• Exercise
Where in the records does the word "dead" appear? Copy each line that holds it.

******************************

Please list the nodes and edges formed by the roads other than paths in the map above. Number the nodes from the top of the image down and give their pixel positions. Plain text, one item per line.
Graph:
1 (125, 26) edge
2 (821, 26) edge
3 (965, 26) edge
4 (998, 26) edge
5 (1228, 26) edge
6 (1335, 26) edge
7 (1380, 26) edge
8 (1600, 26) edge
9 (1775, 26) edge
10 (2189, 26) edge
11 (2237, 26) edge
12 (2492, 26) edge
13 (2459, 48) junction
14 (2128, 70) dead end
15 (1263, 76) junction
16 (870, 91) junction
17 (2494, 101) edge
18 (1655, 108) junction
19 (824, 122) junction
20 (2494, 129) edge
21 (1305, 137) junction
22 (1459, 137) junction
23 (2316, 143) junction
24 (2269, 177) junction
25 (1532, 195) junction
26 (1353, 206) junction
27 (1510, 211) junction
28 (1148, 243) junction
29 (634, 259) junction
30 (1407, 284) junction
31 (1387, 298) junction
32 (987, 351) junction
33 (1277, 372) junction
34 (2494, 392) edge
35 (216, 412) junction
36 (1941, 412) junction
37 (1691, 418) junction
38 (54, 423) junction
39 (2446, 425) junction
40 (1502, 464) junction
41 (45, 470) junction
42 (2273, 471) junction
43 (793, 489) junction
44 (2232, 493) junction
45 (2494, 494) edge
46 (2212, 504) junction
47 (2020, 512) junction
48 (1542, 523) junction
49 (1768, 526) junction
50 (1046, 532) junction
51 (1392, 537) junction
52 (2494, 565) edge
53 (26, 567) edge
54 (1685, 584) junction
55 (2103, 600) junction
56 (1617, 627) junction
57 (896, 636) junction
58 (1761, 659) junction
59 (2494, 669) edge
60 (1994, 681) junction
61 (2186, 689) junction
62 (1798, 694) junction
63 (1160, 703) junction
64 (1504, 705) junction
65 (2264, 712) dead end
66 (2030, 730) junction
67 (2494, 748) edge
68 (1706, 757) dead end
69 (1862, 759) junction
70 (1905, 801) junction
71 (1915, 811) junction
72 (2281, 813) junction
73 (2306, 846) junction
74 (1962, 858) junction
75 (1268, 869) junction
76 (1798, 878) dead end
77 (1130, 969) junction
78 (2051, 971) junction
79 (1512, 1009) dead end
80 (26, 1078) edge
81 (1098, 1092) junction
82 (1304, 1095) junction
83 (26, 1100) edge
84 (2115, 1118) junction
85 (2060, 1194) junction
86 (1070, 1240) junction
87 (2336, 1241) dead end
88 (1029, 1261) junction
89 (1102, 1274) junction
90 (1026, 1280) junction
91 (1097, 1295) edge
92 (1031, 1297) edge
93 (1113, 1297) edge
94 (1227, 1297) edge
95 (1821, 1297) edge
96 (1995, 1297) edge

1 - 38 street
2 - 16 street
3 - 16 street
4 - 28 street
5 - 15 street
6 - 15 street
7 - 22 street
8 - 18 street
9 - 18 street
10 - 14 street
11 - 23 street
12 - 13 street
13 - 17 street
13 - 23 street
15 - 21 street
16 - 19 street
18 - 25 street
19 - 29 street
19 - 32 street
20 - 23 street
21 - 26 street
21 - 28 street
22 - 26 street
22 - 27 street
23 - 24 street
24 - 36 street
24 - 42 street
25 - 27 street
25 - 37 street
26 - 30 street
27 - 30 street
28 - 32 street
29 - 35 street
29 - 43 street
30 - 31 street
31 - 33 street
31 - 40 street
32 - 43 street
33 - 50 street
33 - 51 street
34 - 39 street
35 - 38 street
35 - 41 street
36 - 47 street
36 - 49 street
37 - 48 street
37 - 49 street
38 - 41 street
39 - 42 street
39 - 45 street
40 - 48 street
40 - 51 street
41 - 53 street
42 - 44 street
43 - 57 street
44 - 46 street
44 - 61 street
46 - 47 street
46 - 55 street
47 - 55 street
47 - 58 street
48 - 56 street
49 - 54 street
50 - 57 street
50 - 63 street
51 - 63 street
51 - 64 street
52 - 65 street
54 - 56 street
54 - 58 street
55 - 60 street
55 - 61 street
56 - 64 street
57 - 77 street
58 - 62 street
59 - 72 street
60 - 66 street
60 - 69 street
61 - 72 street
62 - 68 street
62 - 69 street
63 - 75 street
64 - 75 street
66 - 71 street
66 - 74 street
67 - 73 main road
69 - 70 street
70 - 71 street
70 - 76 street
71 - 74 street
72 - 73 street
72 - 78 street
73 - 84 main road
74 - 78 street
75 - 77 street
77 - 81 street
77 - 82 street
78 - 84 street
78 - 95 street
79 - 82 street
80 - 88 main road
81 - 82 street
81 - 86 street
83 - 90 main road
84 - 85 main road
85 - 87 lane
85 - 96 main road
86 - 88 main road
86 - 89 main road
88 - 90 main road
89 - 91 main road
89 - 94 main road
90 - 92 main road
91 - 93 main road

******************************

• Exercise output
14 (2128, 70) dead end
65 (2264, 712) dead end
68 (1706, 757) dead end
76 (1798, 878) dead end
79 (1512, 1009) dead end
87 (2336, 1241) dead end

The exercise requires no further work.